Isn’t that nice of Microsoft? Rather than asking the user to remove files immediately after install, because it would be annoying for users to scour the web looking for device drivers, Windows 8 will give four weeks of leeway before “automatic deletion”. I figure that four weeks is more than enough time for the user to make a mental note of checking that directory and turning around five weeks later to yell at the screen when the folder has disappeared.
I do hope that the above scenario is a large exaggeration, and that the user will be prompted numerous times to check the folder. Surely the best and easiest way to let the user delete the folder is to prompt them regularly to start up the Disk Cleanup tool and press the delete button themselves, instead of having the operating system delete a folder simply because a timer has expired.
With the improved set-up/upgrade process described in the blog post, having to fish into the remnants of a previous Windows installation should make a rare occurrence even rarer — the process is intended to be good enough to save all the personal files and programs that the user wants without going into the Windows.old folder.

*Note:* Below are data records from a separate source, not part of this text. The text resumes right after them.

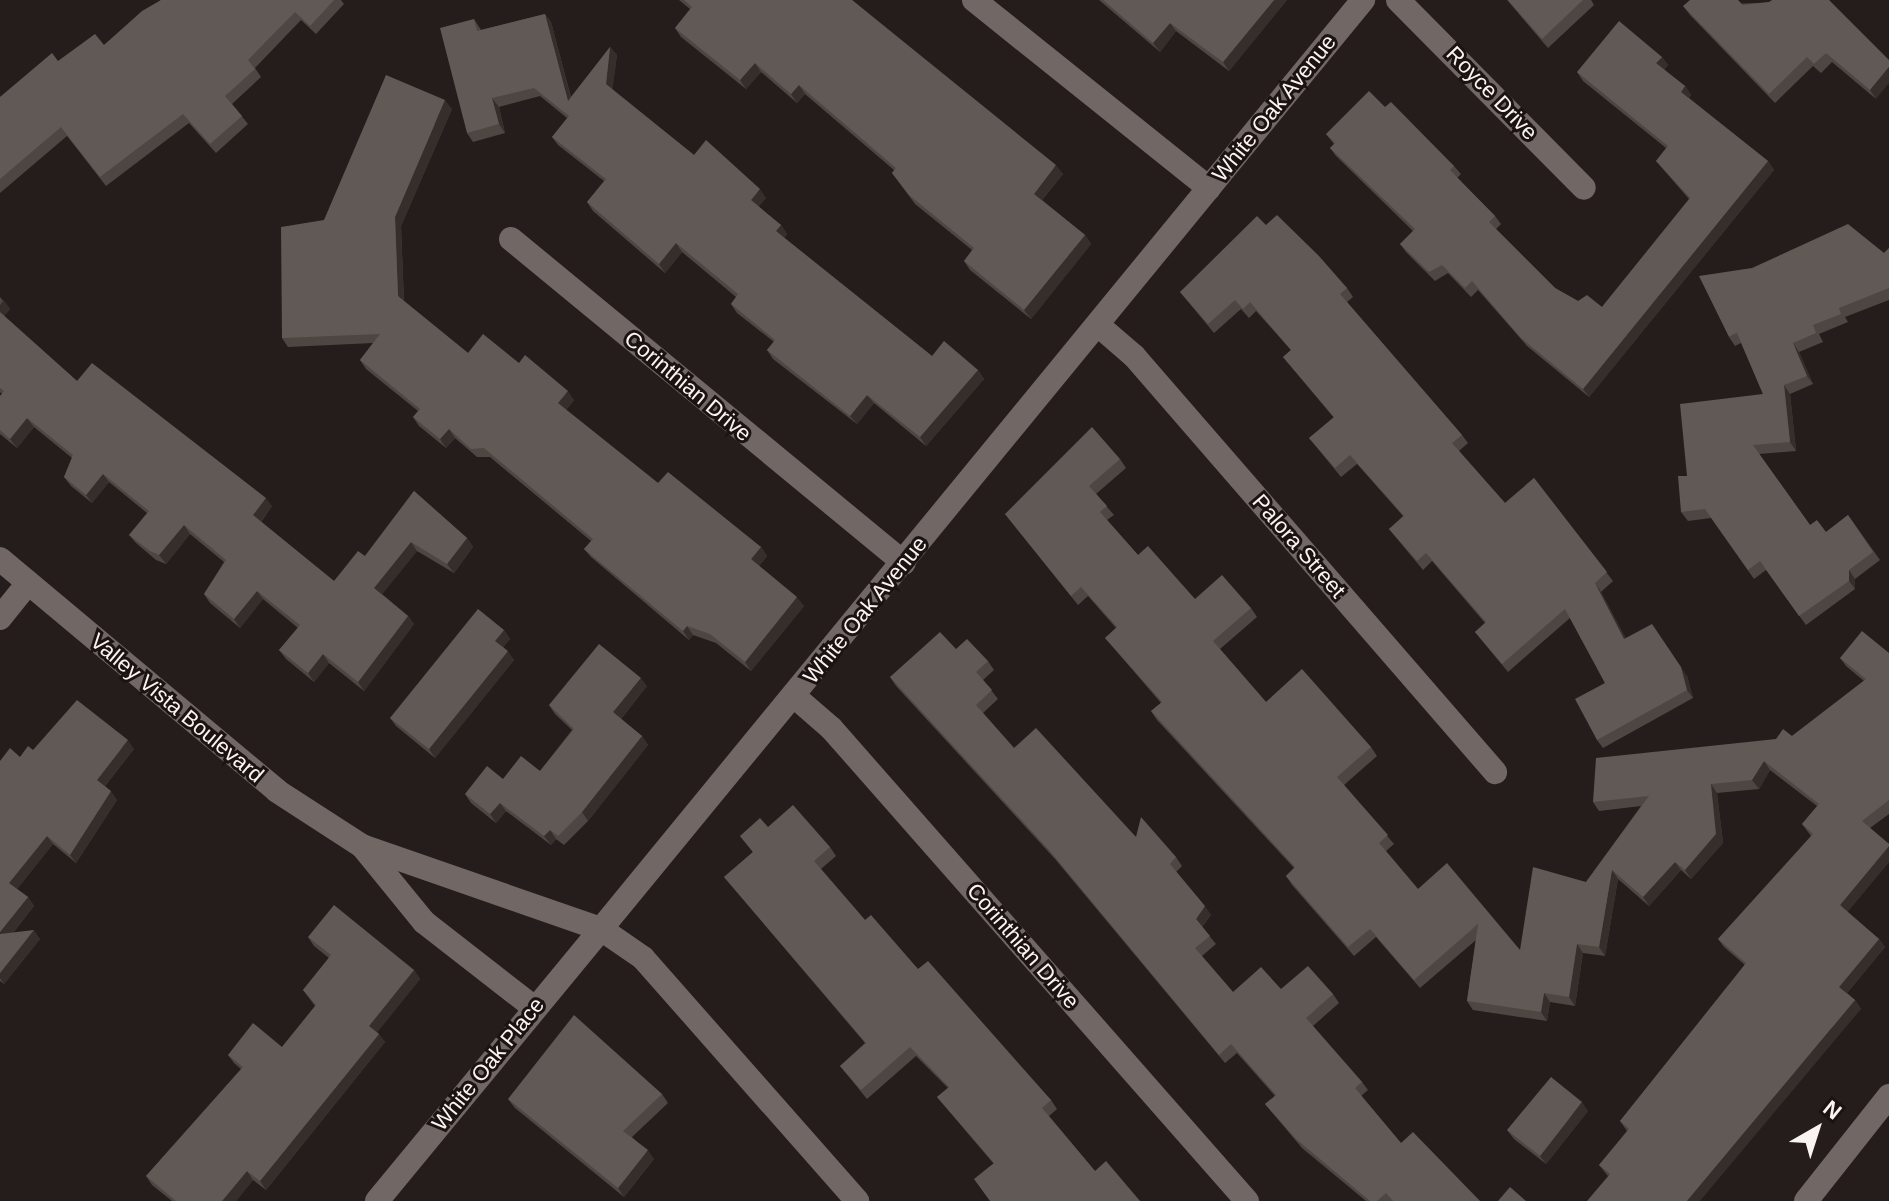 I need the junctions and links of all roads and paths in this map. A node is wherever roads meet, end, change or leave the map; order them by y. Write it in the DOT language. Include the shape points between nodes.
graph roads {
  1 [pos="974,0"];
  2 [pos="1363,0"];
  3 [pos="1398,0"];
  4 [pos="1209,188"];
  5 [pos="1584,188"];
  6 [pos="511,239"];
  7 [pos="1098,325"];
  8 [pos="0,559"];
  9 [pos="904,563"];
  10 [pos="28,583"];
  11 [pos="0,618"];
  12 [pos="794,696"];
  13 [pos="1495,772"];
  14 [pos="362,846"];
  15 [pos="601,929"];
  16 [pos="533,1007"];
  17 [pos="1889,1096"];
  18 [pos="377,1201"];
  19 [pos="857,1201"];
  20 [pos="1247,1201"];
  21 [pos="1806,1201"];
  1 -- 4 [label="street"];
  2 -- 4 [label="street, White Oak Avenue"];
  3 -- 5 [label="street, Royce Drive"];
  4 -- 7 [label="street, White Oak Avenue"];
  6 -- 9 [label="street, Corinthian Drive"];
  7 -- 9 [label="street, White Oak Avenue"];
  7 -- 13 [label="street, Palora Street" via="1134,356"];
  8 -- 10 [label="street, Valley Vista Boulevard"];
  9 -- 12 [label="street, White Oak Avenue"];
  10 -- 11 [label="street"];
  10 -- 14 [label="street, Valley Vista Boulevard" via="277,791"];
  12 -- 15 [label="street, White Oak Avenue"];
  12 -- 20 [label="street, Corinthian Drive" via="831,728"];
  14 -- 15 [label="street, Valley Vista Boulevard"];
  14 -- 16 [label="street, Valley Vista Boulevard" via="424,922"];
  15 -- 16 [label="street, White Oak Place"];
  15 -- 19 [label="street" via="643,958"];
  16 -- 18 [label="street, White Oak Place"];
  17 -- 21 [label="street"];
} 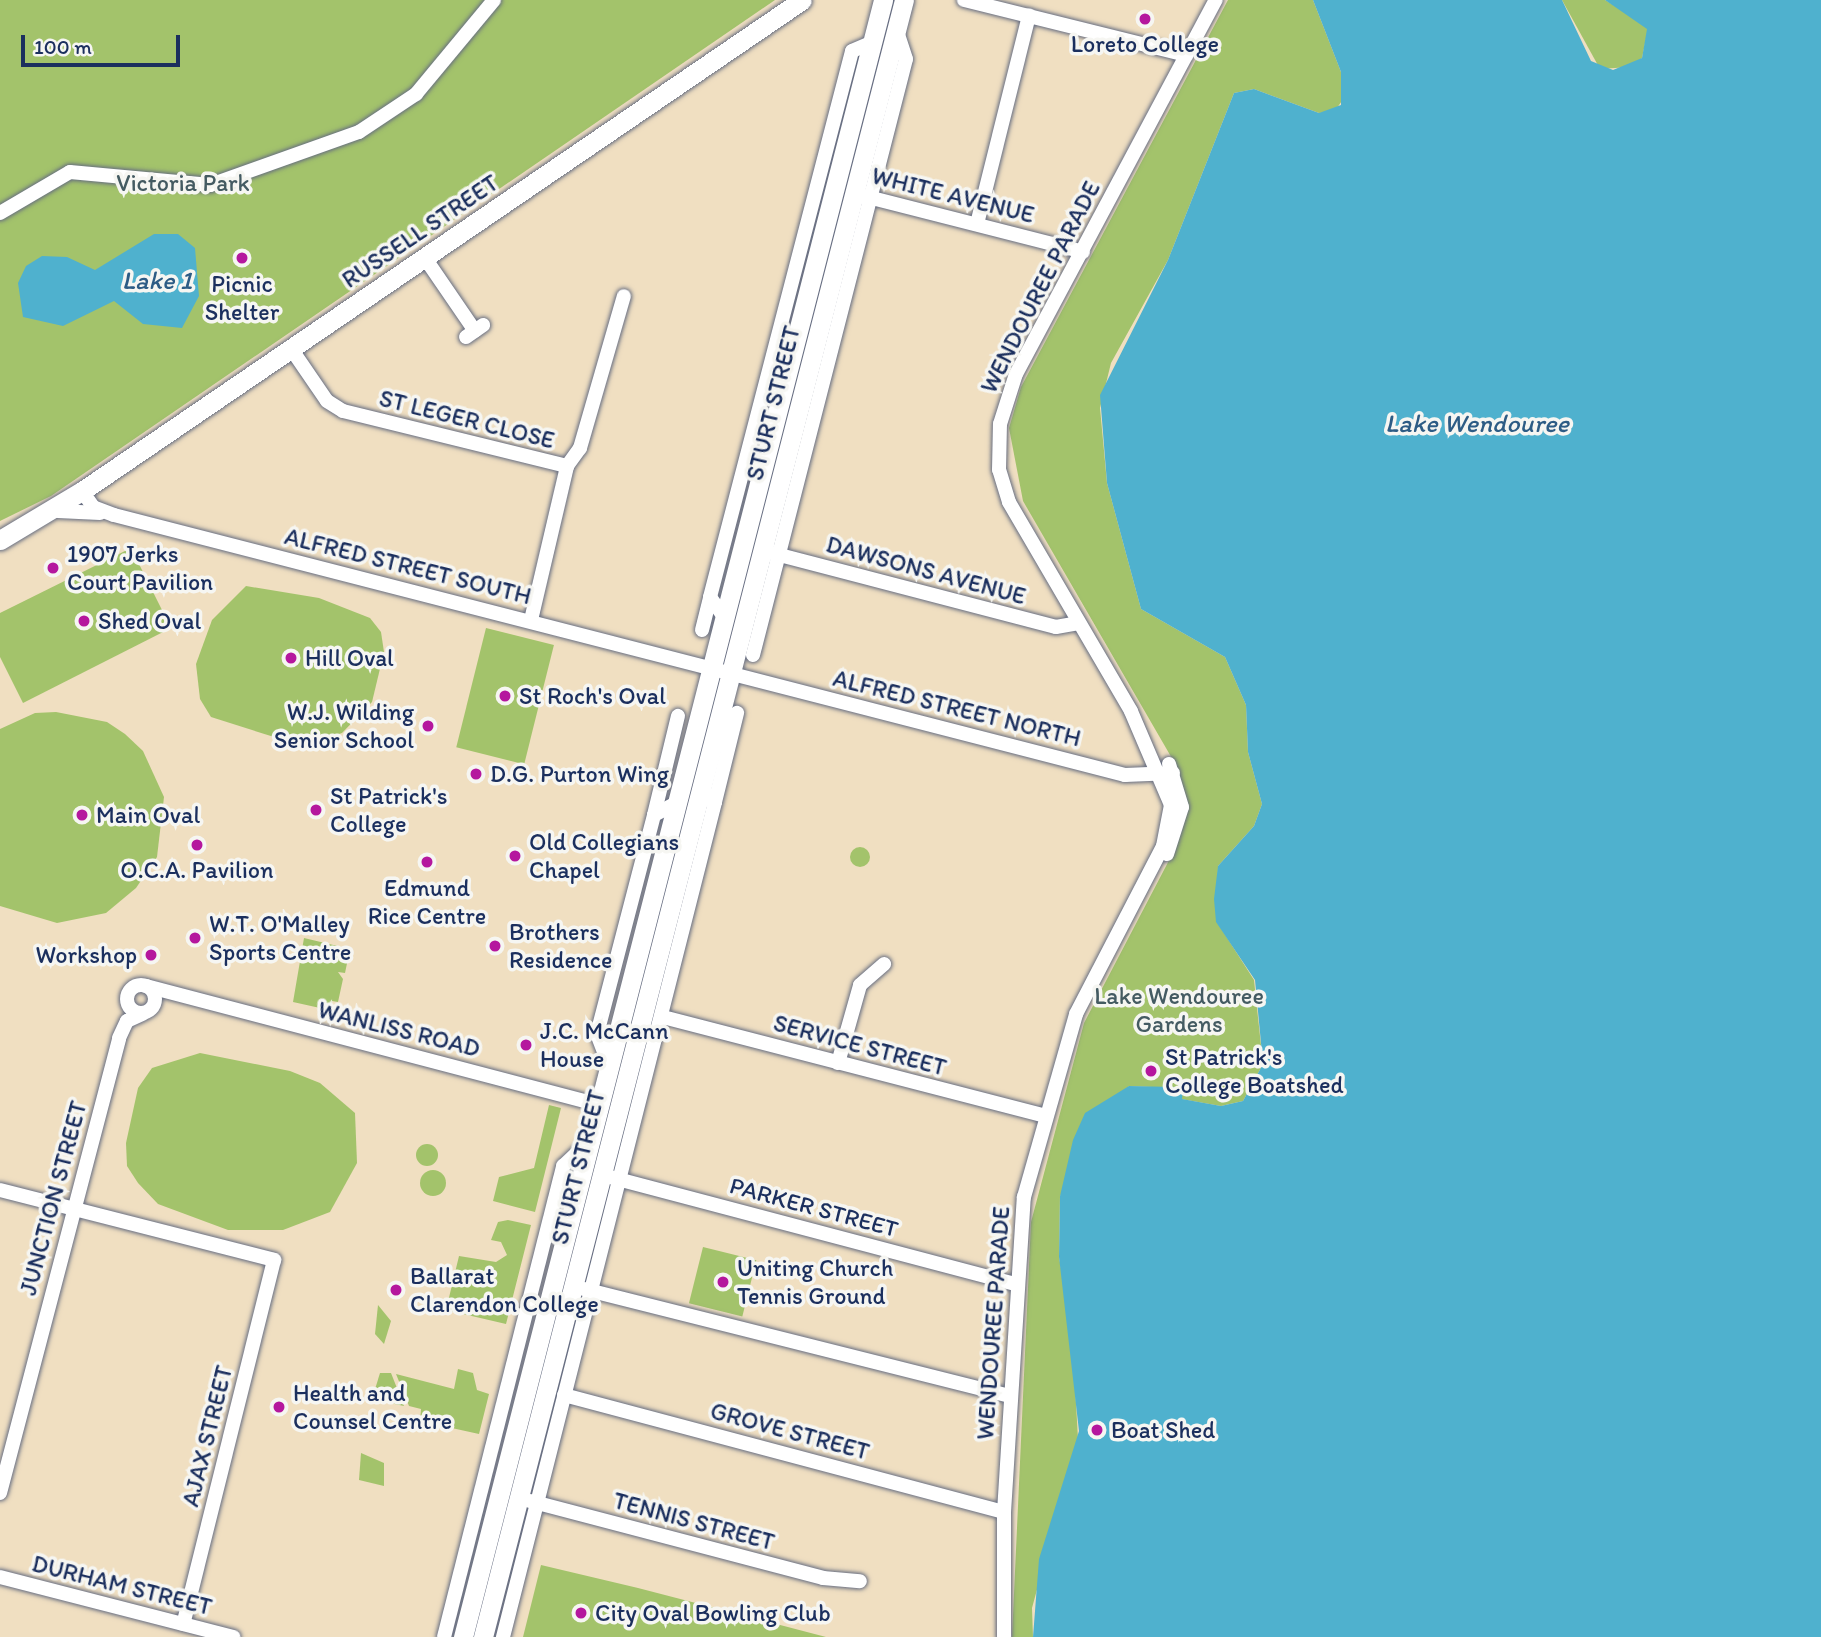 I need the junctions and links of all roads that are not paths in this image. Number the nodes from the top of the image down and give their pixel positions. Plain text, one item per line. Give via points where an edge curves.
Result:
1 (494, 0) edge
2 (883, 0) edge
3 (904, 0) edge
4 (964, 0) edge
5 (1216, 0) edge
6 (801, 1) edge
7 (1029, 15) junction
8 (871, 43) junction
9 (1186, 55) junction
10 (862, 195) junction
11 (0, 213) edge
12 (977, 224) junction
13 (1083, 252) junction
14 (425, 258) junction
15 (624, 296) dead end
16 (475, 331) dead end
17 (290, 347) junction
18 (567, 466) junction
19 (69, 501) junction
20 (108, 514) junction
21 (0, 540) edge
22 (0, 552) edge
23 (770, 552) junction
24 (710, 597) junction
25 (724, 617) junction
26 (531, 620) junction
27 (1079, 623) junction
28 (702, 631) dead end
29 (753, 655) dead end
30 (721, 669) junction
31 (737, 713) dead end
32 (678, 716) dead end
33 (1168, 774) junction
34 (707, 797) junction
35 (677, 803) junction
36 (654, 815) junction
37 (884, 964) dead end
38 (146, 986) junction
39 (188, 998) junction
40 (127, 999) junction
41 (147, 1011) junction
42 (663, 1017) junction
43 (119, 1038) junction
44 (838, 1063) junction
45 (609, 1065) junction
46 (598, 1105) junction
47 (1045, 1116) junction
48 (589, 1142) junction
49 (610, 1177) junction
50 (0, 1190) edge
51 (75, 1209) junction
52 (563, 1284) junction
53 (1015, 1284) junction
54 (593, 1292) junction
55 (564, 1395) junction
56 (1010, 1396) junction
57 (0, 1493) edge
58 (527, 1501) junction
59 (1004, 1512) junction
60 (0, 1577) edge
61 (860, 1581) dead end
62 (183, 1624) junction
63 (233, 1637) edge
64 (444, 1637) edge
65 (463, 1637) edge
66 (483, 1637) edge
67 (503, 1637) edge
68 (1004, 1637) edge

1 - 11 street via 416,94 359,132 210,185 70,172
2 - 8 main road, STURT STREET
3 - 10 main road, STURT STREET
4 - 7 street
5 - 9 street, WENDOUREE PARADE
6 - 14 main road, RUSSELL STREET
7 - 9 street
7 - 12 street
8 - 24 street, STURT STREET via 852,51
8 - 25 main road, STURT STREET
9 - 13 street, WENDOUREE PARADE
10 - 12 street, WHITE AVENUE
10 - 23 main road, STURT STREET
12 - 13 street, WHITE AVENUE
13 - 27 street, WENDOUREE PARADE via 1010,386 998,437 1009,502
14 - 16 street
14 - 17 main road, RUSSELL STREET
15 - 18 street, ST LEGER CLOSE via 580,448
17 - 18 street, ST LEGER CLOSE via 327,401 343,411
17 - 19 main road, RUSSELL STREET
18 - 26 street
19 - 20 street
19 - 20 street, ALFRED STREET SOUTH
19 - 21 main road, RUSSELL STREET
19 - 22 main road, RUSSELL STREET
20 - 26 street, ALFRED STREET SOUTH
23 - 27 street, DAWSONS AVENUE via 1056,627
23 - 29 street, STURT STREET
23 - 30 main road, STURT STREET
24 - 25 street
24 - 28 street, STURT STREET
25 - 30 main road, STURT STREET
26 - 30 street, ALFRED STREET SOUTH
27 - 33 street, WENDOUREE PARADE
30 - 33 street, ALFRED STREET NORTH via 1125,775
30 - 34 main road, STURT STREET
30 - 35 main road, STURT STREET
31 - 34 street, STURT STREET
32 - 36 street, STURT STREET
33 - 47 street, WENDOUREE PARADE via 1170,819 1152,870 1076,1014
34 - 42 street, STURT STREET
34 - 49 main road, STURT STREET
35 - 36 street
35 - 45 main road, STURT STREET
36 - 45 street, STURT STREET via 597,1034
37 - 44 street via 860,985
38 - 39 street, WANLISS ROAD
38 - 40 street via 133,988
38 - 41 street via 155,995
39 - 41 street, WANLISS ROAD via 169,998
39 - 46 street, WANLISS ROAD
40 - 41 street
40 - 43 street, JUNCTION STREET
41 - 43 street, JUNCTION STREET via 127,1021
42 - 44 street, SERVICE STREET
42 - 49 street, STURT STREET
43 - 51 street, JUNCTION STREET
44 - 47 street, SERVICE STREET
45 - 46 main road, STURT STREET
46 - 48 main road, STURT STREET
47 - 53 street, WENDOUREE PARADE via 1022,1206
48 - 52 main road, STURT STREET
48 - 64 street, STURT STREET via 563,1166
49 - 52 main road, STURT STREET
49 - 53 street, PARKER STREET
49 - 54 street, STURT STREET
50 - 51 street
51 - 57 street, JUNCTION STREET
51 - 62 street, AJAX STREET via 275,1260
52 - 54 street
52 - 58 main road, STURT STREET
52 - 65 main road, STURT STREET
53 - 56 street, WENDOUREE PARADE
54 - 55 street, STURT STREET
54 - 56 street
55 - 58 street, STURT STREET
55 - 59 street, GROVE STREET
56 - 59 street, WENDOUREE PARADE
58 - 61 street, TENNIS STREET via 823,1578
58 - 66 main road, STURT STREET
58 - 67 street, STURT STREET
59 - 68 street, WENDOUREE PARADE
60 - 62 street, DURHAM STREET
62 - 63 street, DURHAM STREET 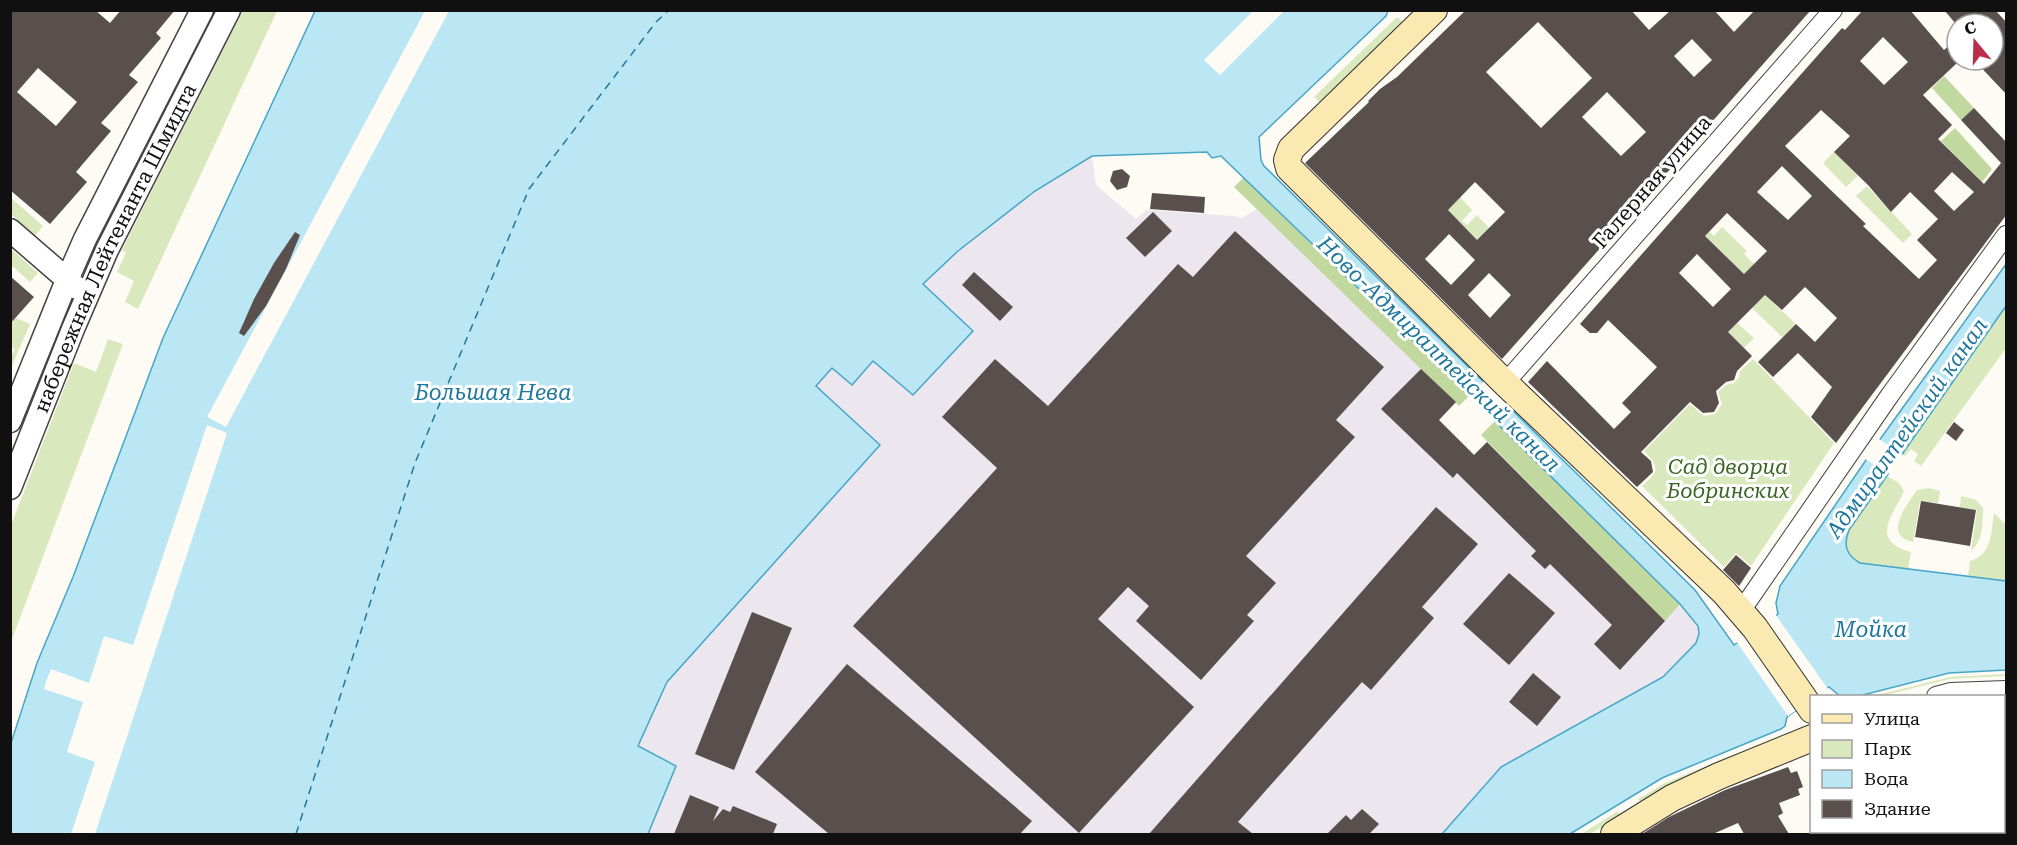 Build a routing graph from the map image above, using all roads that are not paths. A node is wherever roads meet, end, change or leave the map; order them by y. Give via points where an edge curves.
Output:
1 (202, 10) edge
2 (229, 10) edge
3 (1434, 10) edge
4 (1833, 10) edge
5 (10, 230) edge
6 (2007, 235) edge
7 (67, 280) junction
8 (87, 297) junction
9 (1505, 383) junction
10 (10, 421) edge
11 (10, 488) edge
12 (1748, 619) junction
13 (2007, 690) edge
14 (1940, 695) edge
15 (1809, 707) edge
16 (1810, 739) edge
17 (1614, 834) edge

1 - 7 street, набережная Лейтенанта Шмидта
2 - 8 street, набережная Лейтенанта Шмидта
3 - 9 main road via 1291,149 1287,164
4 - 9 street, Галерная улица
5 - 7 street
6 - 12 street via 1859,439
7 - 8 street
7 - 10 street, набережная Лейтенанта Шмидта
8 - 11 street, набережная Лейтенанта Шмидта
9 - 12 main road
12 - 15 main road
13 - 14 street
16 - 17 main road via 1672,798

Microsoft should either back itself and stand behind its new installation process, or, if a back-up of an old install is truly needed, let it be deleted with a user’s authority.
This halfway house of deletion after a month is a bad compromise for all sides of this argument.
Bonus points for comments if you can tell me about how Microsoft’s set-up telemetry works, or how hard linking of a partition’s files to a transport location will work with formatting said partition.